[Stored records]
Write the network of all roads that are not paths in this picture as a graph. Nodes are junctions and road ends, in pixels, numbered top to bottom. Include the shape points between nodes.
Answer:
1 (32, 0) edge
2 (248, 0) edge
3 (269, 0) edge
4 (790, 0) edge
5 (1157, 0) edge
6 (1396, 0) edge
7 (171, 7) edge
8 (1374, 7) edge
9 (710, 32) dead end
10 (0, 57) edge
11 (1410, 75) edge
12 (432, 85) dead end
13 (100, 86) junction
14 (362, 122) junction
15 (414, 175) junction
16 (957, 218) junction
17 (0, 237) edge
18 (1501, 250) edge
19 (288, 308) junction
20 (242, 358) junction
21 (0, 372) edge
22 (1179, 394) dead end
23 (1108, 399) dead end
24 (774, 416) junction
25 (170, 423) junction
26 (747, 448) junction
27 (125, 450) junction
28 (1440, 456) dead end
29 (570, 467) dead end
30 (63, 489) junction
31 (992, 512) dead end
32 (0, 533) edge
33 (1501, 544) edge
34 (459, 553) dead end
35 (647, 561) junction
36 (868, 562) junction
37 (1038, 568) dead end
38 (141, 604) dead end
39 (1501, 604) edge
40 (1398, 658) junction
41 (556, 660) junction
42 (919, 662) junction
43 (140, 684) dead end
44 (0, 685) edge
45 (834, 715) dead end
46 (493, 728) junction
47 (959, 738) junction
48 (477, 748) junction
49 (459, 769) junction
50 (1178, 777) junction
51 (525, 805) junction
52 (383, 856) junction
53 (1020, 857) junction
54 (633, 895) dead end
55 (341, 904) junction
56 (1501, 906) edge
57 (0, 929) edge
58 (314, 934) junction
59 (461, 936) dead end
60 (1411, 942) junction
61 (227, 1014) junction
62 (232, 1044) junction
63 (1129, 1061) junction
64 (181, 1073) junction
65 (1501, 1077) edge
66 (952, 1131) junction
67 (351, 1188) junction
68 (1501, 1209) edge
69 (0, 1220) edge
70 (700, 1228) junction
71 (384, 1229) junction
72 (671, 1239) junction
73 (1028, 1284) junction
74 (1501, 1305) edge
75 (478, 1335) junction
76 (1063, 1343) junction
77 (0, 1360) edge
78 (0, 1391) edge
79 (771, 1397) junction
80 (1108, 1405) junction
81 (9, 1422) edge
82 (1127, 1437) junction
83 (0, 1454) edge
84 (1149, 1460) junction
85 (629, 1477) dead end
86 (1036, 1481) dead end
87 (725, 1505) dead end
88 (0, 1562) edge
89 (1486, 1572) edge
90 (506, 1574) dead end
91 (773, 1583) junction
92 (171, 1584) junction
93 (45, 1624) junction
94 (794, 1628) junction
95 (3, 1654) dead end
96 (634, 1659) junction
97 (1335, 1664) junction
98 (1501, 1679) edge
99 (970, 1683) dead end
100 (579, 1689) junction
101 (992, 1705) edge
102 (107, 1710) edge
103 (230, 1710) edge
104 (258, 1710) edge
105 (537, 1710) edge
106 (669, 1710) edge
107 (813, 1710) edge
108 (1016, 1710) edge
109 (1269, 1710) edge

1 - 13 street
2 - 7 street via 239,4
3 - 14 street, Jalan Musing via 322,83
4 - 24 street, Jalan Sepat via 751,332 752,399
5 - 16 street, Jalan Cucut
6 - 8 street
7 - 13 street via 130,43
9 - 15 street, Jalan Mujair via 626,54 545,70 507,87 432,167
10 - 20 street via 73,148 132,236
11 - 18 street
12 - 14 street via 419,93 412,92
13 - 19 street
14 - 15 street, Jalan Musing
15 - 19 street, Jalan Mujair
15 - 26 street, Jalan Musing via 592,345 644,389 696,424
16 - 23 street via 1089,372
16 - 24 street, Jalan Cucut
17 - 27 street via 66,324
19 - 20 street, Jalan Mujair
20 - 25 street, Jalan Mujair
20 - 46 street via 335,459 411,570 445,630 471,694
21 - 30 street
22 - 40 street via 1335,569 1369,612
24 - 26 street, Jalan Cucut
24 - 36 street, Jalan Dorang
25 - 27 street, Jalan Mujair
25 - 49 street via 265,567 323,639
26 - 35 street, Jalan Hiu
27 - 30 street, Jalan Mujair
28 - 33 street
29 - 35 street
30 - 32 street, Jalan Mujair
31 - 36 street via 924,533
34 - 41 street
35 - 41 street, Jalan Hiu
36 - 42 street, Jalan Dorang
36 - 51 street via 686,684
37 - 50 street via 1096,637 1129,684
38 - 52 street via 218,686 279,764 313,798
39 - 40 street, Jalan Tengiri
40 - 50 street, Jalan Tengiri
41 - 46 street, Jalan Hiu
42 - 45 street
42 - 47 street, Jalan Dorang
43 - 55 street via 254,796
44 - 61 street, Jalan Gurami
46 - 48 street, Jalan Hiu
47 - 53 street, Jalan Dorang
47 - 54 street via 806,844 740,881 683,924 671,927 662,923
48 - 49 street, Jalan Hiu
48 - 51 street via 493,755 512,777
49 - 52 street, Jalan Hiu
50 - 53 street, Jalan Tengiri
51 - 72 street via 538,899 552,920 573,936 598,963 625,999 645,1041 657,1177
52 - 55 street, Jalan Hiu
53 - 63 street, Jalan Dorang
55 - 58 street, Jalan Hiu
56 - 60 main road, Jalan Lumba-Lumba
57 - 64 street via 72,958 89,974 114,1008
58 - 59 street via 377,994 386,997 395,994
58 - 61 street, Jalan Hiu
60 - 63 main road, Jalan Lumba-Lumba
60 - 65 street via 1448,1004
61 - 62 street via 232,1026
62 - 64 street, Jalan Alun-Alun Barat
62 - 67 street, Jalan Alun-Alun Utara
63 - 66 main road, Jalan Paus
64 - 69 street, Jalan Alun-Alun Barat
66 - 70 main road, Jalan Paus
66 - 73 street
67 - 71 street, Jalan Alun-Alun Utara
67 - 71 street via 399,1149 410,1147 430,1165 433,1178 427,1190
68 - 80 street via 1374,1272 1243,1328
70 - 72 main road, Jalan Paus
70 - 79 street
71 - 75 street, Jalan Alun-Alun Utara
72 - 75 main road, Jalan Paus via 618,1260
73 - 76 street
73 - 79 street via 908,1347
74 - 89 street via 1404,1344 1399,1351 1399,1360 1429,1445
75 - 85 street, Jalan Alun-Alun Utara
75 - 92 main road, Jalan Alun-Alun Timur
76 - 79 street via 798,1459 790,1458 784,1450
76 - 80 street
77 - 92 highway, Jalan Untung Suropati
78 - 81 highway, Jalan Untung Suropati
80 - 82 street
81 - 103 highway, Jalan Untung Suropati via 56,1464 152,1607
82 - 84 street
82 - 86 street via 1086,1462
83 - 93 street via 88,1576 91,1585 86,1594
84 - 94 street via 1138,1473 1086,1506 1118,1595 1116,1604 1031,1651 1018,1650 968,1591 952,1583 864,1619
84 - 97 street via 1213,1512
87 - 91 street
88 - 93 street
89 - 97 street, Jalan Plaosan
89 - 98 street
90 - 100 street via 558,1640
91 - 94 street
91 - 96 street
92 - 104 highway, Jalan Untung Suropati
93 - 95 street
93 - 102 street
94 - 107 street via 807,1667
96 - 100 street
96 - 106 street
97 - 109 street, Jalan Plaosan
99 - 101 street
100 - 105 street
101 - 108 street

## About this exercise
Please find every line in the records above that holds the word "Plaosan" and copy it.

## Output for this exercise
89 - 97 street, Jalan Plaosan
97 - 109 street, Jalan Plaosan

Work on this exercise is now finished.